CPM/EPM is caused when a person’s sodium levels are raised too quickly. This drastic increase causes the previous swollen brain cells to rapidly shrink. The shrinking causes neurons (nerve cells) to be stripped of their myelin.

So, this is the second post that I’ve mentioned myelin, and you may or may not understand the significance of it, so let me explain a little more about it.

Myelin is a fatty white sheath surrounding the axons of nerve cells. It coats the cells. Compare it to an electrical cord. Because my parent’s had an ancient vacuum cleaner, I’m going to use it in this description.

My parent’s Kirby vacuum cleaner was purchased when they were first married. Being the devious and creative children that my brothers and I were, we played extensively with the vacuum cleaner. We would unwind the cord and pretend that it was a rope which we used to cross canyons. We used it as a whip, as a lasso, as a tightrope, a jump rope. The possibilities were endless. Is it any real big surprise then, that this poor cord began to fray and wear. In certain places, the plastic coating surrounding the conducting wires became completely worn away. I actually think my older brother would use the vacuum cord as a chew “toy”. Of course, this happened only when it was unplugged, but you get the idea.

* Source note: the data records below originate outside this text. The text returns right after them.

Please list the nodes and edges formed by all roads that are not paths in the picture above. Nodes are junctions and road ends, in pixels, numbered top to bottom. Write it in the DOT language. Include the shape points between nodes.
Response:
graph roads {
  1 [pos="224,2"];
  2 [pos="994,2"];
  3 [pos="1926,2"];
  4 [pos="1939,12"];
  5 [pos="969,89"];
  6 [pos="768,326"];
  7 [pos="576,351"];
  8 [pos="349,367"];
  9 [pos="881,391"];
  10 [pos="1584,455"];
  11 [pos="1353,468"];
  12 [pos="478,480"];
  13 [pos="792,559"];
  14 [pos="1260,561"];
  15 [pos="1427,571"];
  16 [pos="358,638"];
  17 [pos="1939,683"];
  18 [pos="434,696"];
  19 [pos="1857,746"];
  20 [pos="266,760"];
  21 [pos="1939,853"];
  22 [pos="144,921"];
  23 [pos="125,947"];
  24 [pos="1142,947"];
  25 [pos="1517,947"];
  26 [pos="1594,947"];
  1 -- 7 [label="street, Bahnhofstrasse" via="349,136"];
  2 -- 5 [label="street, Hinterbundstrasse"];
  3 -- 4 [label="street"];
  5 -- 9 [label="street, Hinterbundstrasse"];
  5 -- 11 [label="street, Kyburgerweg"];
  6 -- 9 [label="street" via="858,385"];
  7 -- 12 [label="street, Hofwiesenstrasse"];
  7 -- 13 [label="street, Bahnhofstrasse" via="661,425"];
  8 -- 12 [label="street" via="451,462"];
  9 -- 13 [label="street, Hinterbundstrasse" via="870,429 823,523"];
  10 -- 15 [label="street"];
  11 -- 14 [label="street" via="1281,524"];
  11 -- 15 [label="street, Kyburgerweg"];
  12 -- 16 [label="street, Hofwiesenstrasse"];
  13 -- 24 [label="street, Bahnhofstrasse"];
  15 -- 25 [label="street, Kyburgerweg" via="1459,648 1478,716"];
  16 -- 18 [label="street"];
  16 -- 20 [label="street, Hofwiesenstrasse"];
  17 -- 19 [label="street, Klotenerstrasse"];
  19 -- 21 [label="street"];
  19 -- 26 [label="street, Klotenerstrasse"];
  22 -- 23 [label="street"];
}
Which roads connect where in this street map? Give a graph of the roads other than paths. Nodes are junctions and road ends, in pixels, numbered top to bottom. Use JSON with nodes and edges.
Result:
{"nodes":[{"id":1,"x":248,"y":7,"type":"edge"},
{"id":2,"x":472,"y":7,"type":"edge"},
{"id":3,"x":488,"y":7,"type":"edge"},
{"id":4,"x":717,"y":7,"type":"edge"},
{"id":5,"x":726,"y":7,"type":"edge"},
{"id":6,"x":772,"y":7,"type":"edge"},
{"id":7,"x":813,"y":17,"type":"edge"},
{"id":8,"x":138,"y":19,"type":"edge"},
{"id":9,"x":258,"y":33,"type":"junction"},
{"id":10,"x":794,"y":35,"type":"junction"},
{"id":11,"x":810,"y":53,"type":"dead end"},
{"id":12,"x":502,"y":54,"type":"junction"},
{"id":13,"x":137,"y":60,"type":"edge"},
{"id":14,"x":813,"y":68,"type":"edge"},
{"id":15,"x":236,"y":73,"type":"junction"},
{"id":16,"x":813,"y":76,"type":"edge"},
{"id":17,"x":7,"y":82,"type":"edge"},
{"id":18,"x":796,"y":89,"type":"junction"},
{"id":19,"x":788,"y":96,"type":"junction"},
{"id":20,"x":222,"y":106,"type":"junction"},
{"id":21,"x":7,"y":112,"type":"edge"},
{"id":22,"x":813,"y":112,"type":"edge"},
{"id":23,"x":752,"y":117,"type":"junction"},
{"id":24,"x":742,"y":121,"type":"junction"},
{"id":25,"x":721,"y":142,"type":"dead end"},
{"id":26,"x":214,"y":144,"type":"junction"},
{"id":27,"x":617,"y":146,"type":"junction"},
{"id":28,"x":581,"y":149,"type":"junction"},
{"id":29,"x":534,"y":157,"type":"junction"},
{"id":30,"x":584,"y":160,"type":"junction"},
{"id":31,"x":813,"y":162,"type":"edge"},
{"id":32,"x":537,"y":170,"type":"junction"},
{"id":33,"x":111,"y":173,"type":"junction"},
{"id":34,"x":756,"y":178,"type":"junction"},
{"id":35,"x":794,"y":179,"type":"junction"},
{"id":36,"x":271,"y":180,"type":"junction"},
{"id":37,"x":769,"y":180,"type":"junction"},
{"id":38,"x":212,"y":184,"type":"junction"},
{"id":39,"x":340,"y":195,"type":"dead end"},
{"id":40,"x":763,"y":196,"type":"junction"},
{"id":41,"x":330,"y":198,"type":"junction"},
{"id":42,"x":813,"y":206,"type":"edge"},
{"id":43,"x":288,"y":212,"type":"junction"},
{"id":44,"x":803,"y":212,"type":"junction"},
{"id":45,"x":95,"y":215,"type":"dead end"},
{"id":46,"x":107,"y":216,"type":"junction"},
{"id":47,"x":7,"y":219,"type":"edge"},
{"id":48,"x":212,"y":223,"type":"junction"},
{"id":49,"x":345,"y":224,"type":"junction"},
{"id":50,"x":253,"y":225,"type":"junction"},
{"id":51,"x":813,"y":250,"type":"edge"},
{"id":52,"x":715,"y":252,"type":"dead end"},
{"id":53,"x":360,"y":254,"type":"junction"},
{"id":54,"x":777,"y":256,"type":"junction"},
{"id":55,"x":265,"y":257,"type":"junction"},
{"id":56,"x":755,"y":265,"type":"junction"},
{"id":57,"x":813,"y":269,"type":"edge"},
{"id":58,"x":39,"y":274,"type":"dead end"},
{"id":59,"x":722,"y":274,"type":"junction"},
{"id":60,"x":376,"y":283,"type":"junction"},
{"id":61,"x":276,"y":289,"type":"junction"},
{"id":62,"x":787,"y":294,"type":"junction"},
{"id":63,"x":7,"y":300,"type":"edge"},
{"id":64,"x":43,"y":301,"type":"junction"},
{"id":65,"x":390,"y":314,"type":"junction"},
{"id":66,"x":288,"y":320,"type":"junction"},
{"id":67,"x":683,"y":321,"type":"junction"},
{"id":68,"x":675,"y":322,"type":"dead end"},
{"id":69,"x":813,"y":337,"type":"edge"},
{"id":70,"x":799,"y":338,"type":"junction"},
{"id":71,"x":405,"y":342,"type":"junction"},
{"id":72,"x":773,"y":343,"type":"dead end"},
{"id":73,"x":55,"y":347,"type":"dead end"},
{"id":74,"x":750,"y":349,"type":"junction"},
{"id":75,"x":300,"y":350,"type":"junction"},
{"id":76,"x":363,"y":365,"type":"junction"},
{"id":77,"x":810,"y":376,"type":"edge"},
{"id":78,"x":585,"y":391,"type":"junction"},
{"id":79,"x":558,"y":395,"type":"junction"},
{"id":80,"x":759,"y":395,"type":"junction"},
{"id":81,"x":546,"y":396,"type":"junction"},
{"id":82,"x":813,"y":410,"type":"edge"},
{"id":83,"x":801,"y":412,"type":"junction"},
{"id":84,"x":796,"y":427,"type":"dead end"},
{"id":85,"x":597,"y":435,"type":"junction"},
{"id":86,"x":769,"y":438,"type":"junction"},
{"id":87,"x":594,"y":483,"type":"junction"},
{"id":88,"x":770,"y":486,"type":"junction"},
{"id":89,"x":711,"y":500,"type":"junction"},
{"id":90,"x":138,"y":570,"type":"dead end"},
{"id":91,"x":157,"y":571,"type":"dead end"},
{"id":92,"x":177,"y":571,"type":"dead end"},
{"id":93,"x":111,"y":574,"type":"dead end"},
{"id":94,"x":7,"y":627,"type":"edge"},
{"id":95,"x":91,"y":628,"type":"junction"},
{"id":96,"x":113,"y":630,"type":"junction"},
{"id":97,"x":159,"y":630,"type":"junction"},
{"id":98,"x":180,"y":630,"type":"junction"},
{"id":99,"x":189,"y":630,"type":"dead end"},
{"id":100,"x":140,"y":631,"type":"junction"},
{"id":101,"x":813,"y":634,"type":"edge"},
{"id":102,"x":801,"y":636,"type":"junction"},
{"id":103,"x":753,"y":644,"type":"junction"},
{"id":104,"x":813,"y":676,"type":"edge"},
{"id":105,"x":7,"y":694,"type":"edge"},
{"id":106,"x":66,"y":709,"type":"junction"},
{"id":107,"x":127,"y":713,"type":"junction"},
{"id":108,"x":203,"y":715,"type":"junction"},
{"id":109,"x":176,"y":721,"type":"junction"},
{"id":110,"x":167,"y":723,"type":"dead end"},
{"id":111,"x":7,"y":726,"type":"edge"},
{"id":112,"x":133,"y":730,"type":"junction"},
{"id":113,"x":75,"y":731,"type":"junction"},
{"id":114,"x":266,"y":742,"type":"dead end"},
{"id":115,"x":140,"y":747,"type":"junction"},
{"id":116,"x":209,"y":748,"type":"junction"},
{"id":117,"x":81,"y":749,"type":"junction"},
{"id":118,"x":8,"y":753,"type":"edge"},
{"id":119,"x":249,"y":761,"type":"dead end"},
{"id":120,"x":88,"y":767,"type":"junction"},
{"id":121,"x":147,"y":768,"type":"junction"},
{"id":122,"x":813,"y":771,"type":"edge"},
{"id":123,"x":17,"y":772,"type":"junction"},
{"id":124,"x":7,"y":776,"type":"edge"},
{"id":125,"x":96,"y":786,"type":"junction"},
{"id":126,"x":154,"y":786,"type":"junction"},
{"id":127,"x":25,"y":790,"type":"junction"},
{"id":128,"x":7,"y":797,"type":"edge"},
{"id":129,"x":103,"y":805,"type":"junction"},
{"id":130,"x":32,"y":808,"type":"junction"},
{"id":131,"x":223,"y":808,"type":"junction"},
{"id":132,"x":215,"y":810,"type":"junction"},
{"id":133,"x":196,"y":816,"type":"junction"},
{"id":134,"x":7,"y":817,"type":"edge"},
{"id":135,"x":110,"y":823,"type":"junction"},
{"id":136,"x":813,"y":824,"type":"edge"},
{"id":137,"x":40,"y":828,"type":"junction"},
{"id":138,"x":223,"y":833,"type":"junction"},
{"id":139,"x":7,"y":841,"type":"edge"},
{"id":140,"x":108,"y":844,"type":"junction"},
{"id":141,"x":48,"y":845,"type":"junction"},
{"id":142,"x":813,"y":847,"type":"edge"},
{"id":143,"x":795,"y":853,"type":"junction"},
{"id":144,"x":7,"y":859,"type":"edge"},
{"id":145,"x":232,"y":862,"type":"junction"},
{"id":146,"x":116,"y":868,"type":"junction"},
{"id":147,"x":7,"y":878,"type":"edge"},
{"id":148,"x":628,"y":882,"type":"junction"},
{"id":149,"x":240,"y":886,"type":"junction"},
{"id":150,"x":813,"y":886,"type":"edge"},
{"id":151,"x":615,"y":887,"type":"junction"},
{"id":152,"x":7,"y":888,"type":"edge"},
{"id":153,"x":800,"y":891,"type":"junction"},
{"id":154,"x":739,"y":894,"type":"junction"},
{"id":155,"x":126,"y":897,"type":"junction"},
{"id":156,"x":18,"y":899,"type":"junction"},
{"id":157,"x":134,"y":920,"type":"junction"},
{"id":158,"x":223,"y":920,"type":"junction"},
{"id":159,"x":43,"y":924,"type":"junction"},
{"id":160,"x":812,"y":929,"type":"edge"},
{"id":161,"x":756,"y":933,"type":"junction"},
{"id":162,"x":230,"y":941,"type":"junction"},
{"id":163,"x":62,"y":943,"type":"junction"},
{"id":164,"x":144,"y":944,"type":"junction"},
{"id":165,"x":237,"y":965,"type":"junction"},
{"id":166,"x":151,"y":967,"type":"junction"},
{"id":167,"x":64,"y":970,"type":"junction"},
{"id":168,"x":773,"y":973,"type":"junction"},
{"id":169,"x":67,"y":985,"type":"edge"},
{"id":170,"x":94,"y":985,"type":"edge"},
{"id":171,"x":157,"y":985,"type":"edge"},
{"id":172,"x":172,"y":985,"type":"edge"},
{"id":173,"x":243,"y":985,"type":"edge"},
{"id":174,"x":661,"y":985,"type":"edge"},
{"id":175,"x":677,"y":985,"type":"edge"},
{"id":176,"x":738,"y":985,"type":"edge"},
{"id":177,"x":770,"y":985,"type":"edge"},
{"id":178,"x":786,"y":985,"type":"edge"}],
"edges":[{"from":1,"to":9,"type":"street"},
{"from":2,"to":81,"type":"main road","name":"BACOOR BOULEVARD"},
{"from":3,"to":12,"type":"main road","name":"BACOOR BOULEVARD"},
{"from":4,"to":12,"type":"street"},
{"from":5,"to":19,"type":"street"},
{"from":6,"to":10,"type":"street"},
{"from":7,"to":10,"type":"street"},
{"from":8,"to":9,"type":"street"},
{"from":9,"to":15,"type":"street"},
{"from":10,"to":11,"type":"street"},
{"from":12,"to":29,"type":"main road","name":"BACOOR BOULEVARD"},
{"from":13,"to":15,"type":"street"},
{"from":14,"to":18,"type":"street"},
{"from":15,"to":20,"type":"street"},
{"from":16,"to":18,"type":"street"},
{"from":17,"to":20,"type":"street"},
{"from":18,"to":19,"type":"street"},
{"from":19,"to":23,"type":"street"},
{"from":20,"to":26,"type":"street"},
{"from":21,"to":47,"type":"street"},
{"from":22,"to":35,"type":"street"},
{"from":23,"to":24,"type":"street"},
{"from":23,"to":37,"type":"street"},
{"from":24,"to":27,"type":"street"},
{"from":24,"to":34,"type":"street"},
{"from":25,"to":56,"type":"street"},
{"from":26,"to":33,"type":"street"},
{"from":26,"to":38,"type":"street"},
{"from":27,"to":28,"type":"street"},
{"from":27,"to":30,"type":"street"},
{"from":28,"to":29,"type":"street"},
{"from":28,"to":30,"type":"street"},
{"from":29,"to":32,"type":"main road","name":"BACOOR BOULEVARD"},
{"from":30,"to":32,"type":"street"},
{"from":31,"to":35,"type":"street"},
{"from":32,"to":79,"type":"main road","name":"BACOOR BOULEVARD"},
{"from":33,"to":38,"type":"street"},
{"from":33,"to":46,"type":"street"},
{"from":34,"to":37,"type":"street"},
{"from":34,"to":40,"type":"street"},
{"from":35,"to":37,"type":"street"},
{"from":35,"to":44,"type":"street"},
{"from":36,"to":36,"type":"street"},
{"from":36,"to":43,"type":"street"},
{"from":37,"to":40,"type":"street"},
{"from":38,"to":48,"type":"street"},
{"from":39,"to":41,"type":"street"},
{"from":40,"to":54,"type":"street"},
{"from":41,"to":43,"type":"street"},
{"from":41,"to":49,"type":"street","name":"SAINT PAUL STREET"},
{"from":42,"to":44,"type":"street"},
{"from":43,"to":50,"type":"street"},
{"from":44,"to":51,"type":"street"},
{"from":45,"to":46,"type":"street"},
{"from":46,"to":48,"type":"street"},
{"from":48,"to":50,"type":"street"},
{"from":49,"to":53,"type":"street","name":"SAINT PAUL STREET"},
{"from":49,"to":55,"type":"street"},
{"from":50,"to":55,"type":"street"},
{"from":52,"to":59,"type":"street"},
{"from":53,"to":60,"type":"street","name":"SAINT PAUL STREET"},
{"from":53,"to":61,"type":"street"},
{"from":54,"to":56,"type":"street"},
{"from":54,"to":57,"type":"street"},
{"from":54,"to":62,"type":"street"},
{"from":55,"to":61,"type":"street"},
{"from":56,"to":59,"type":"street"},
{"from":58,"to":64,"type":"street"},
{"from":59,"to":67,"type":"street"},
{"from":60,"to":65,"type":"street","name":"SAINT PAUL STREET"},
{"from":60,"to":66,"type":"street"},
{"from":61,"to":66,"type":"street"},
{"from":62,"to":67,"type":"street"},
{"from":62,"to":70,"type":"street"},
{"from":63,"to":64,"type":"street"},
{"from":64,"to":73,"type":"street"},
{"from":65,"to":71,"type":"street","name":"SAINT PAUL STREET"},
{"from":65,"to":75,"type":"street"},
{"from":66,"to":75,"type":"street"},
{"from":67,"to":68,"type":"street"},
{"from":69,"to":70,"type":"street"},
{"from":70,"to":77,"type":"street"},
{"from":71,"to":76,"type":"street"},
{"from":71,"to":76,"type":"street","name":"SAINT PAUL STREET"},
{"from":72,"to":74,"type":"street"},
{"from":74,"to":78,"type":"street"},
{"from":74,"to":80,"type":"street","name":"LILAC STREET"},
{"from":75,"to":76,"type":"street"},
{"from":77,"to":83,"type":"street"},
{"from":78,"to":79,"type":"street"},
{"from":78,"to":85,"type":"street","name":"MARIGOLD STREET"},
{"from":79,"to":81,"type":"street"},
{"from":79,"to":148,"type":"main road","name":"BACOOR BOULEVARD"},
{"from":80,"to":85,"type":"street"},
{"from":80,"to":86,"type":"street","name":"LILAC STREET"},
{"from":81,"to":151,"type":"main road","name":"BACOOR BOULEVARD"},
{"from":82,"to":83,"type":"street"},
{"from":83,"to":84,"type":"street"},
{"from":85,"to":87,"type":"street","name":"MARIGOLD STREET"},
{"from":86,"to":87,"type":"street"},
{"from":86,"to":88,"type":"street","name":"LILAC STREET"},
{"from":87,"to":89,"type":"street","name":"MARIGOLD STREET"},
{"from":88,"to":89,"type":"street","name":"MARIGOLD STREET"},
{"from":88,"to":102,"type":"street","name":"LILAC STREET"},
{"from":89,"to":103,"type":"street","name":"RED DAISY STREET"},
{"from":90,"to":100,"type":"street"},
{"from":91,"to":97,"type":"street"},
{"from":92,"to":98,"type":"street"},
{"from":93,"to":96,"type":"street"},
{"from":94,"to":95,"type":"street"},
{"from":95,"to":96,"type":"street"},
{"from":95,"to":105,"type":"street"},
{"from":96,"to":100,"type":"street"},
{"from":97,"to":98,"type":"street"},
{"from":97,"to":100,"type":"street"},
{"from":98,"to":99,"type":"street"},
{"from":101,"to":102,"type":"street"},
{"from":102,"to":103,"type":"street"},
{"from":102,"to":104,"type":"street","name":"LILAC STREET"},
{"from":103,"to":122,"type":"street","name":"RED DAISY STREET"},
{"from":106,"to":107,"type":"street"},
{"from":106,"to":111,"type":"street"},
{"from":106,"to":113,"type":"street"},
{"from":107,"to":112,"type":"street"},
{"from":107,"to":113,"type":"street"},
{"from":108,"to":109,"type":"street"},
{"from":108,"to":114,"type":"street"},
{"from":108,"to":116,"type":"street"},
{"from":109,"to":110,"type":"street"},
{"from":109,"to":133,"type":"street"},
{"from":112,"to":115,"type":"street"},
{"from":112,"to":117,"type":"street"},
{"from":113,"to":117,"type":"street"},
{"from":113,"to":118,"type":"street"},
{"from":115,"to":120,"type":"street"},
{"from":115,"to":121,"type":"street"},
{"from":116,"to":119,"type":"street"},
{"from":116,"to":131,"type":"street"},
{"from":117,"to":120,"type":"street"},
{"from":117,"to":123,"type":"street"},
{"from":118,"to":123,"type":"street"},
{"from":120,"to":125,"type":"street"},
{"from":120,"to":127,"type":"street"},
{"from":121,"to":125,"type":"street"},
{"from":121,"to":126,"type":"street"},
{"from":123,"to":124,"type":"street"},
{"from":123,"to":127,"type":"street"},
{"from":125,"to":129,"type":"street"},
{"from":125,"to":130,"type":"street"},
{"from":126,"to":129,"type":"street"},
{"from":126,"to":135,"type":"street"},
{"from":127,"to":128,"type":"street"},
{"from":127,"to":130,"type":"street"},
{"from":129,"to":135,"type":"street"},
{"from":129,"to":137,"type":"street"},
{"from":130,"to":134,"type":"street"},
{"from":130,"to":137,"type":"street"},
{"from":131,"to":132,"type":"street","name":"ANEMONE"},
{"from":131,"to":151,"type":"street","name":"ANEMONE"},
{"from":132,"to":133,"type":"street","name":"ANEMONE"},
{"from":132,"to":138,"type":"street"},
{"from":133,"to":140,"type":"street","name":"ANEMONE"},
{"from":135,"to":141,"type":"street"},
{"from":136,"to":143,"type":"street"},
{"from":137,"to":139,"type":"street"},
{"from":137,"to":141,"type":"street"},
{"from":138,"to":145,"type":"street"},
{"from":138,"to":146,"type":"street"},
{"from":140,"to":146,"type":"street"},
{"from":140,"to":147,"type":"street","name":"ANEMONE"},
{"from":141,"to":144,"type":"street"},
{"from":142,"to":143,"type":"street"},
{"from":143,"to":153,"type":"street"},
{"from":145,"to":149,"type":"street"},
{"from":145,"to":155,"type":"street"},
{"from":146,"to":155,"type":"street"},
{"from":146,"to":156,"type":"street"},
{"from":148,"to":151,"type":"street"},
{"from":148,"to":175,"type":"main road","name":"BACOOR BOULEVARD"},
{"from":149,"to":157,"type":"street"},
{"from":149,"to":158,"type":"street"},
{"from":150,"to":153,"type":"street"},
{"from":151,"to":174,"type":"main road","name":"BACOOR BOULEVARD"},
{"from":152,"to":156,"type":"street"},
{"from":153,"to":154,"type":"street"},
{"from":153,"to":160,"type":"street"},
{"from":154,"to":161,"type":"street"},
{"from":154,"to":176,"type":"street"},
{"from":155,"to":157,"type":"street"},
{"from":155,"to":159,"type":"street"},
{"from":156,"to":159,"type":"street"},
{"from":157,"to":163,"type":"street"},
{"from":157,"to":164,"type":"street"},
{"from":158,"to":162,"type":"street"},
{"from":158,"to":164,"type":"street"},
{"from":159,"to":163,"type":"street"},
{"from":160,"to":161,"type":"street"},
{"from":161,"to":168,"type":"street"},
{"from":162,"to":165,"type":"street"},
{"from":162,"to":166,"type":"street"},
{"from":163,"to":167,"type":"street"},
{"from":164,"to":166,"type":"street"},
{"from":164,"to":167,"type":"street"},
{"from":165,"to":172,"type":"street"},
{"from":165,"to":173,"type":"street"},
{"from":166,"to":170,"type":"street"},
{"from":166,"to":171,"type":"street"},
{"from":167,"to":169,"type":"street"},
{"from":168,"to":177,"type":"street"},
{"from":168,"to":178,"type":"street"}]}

Eventually, the frays in the cord made it difficult (probably even a bit dangerous) to operate. In order to get a current from the electrical outlet to the vacuum motor, the cord would have to be kinked in certain ways. Some times this was effective and the vacuum would work. Other times, the only thing that would happen is you would receive a healthy shock.

Myelin is the in much regards comparable to the sheath that insulates the wires to the vacuum. It allows the current in the wires to travel unmolested from the electrical outlet to the motor. When the cord became damaged, the current could travel to the motor or it could take an alternate path to the hand of the user. Myelin allows the current from the cell body (consider it the electrical outlet) of a neuron to the terminal ends (called axon terminals) rapidly and in the correct direction. There are millions of cells in your brain that don’t have myelin (grey matter). These cells function perfectly fine without this coating. However, the signals that travel these cells move at a considerably slower rate.

If a nerve cell has a myelin sheath, the transmission of signals is more rapid than those without myelin. This might explain why when the myelin sheath is injured, such as in Parkinson’s Disease and CPM/EPM, a person can experience halted, jerky movements.

In closing for today, CPM/EPM is the disorder that is demyelination caused by the rapid swelling and shrinking of brain cells. The rapid swelling occurs because the sodium drops below normal. The rapid shrinking occurs when the blood sodium levels are increased too quickly. The impact this has is hundreds of thousands of short circuits in the wiring of the brain.

I hope this is understandable. Please leave posts with questions, and I will try my best to answer them.